The latest report by Kopin (Koperazzjoni Internazzjonali, Malta), a non-governmental organisation working on north-south cooperation whose mission is “to contribute actively to the alleviation of global poverty and social injustice”, should give the new government pause for thought as it fleshes out its policies.

The report makes specific reference to an issue which Skop, the national platform of non-governmental development organisations, has raised before. This concerns the amount of funds annually given by Malta as aid to developing countries and the proportion of this that is apparently made up of money spent on irregular immigrants and refugees already on the island.

Malta had committed itself, in 2004, in line with the other newly-acceding countries to the European Union, to spending 0.33 per cent of its gross national income in overseas development aid by 2015.

In 2011, the island reported that it spent 0.25 per cent of GNI on aid to developing countries. However, judging by a 2012 Aid Watch report, it appears that over a quarter of Malta’s aid contribution that year consisted of money spent by the government on asylum-seekers already here.

According to Kopin, the country has inflated its development aid donation by 28 per cent in this way, giving a misleading impression of the amount of aid that has actually been extended to developing countries around the world.

Has Malta been perpetrating a scam on its development aid budget figures, as Kopin and Skop imply, or is there a respectable reason for the way the figures are presented?

When the non-governmental development organisations raised this issue in 2010, the then Foreign Minister, Tonio Borg, said that the government would continue to credit Malta’s immigration expenditure as part of its overseas development aid expenditure because this was in line with the criteria laid down by the Organisation for European Cooperation and Development.

It would, therefore, appear that what the Maltese government has been doing for the last few years is in line with accepted international practice in this field. Yet, the issue is much more than simply a narrow, technical accounting one. Overseas aid is also both a moral issue and an international relations and diplomatic matter.

It is morally right that richer countries should provide assistance to poorer ones in a world many of whose people live in abject poverty. Malta, a Catholic country and doing well economically, has a moral responsibility to help those worse off than itself.

It is also in Malta’s own self-interest to provide overseas aid. The problems of irregular mass migration are, at their root, caused by poverty, lack of economic investment and institutional immaturity. Aid, properly targeted, can, therefore, help to relieve the very causes of mass international migration at source in the countries of origin and lift the developing world out of poverty.

In its electoral manifesto, the new Labour government promised “to take a more active role in international development aid”. This is a worthy aim.
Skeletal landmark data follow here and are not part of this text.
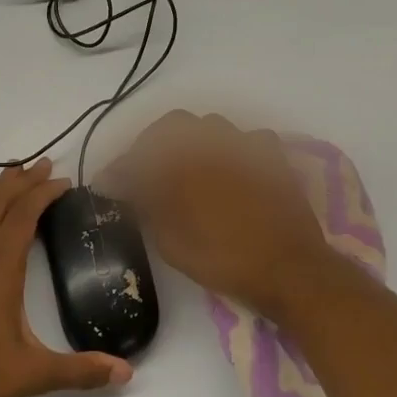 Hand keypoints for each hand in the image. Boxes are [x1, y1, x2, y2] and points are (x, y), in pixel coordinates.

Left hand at [0, 159, 133, 396]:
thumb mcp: (31, 375)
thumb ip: (79, 371)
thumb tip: (126, 373)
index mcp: (1, 269)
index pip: (25, 216)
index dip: (45, 194)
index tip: (65, 182)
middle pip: (0, 205)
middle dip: (24, 182)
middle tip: (44, 164)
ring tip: (13, 171)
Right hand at [104, 111, 339, 320]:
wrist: (288, 268)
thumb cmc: (222, 259)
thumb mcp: (170, 240)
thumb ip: (145, 205)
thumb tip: (123, 187)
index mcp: (181, 161)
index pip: (138, 156)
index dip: (119, 170)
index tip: (108, 185)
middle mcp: (212, 143)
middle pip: (171, 128)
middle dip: (152, 147)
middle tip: (144, 175)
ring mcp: (245, 146)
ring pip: (209, 128)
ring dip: (190, 144)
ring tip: (184, 171)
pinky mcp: (271, 156)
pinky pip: (244, 140)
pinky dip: (229, 150)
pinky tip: (226, 171) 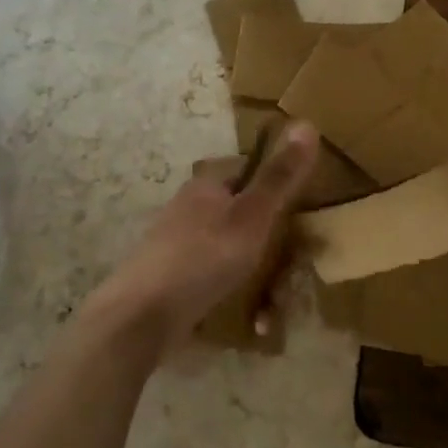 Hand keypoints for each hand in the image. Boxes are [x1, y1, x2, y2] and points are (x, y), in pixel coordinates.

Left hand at [82, 122, 319, 351]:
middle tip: (290, 276)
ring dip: (260, 282)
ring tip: (272, 310)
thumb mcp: (252, 215)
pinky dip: (238, 298)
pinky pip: (218, 282)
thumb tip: (306, 123)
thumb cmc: (203, 257)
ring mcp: (180, 246)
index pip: (250, 171)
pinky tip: (252, 323)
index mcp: (207, 185)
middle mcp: (191, 209)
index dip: (278, 190)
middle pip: (246, 218)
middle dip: (273, 249)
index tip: (301, 217)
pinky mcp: (175, 280)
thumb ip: (280, 175)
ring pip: (235, 254)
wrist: (141, 316)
For a start, the government should publish the breakdown of the country’s current overseas development aid expenditure so that a balanced public assessment can be made of how much of its global sum is accounted for by internal expenditure on irregular immigrants already in this country, how much is actually being expended abroad, in which countries or regions and on what projects.

Malta should have nothing to hide or to be ashamed of. This is an area where transparency is key.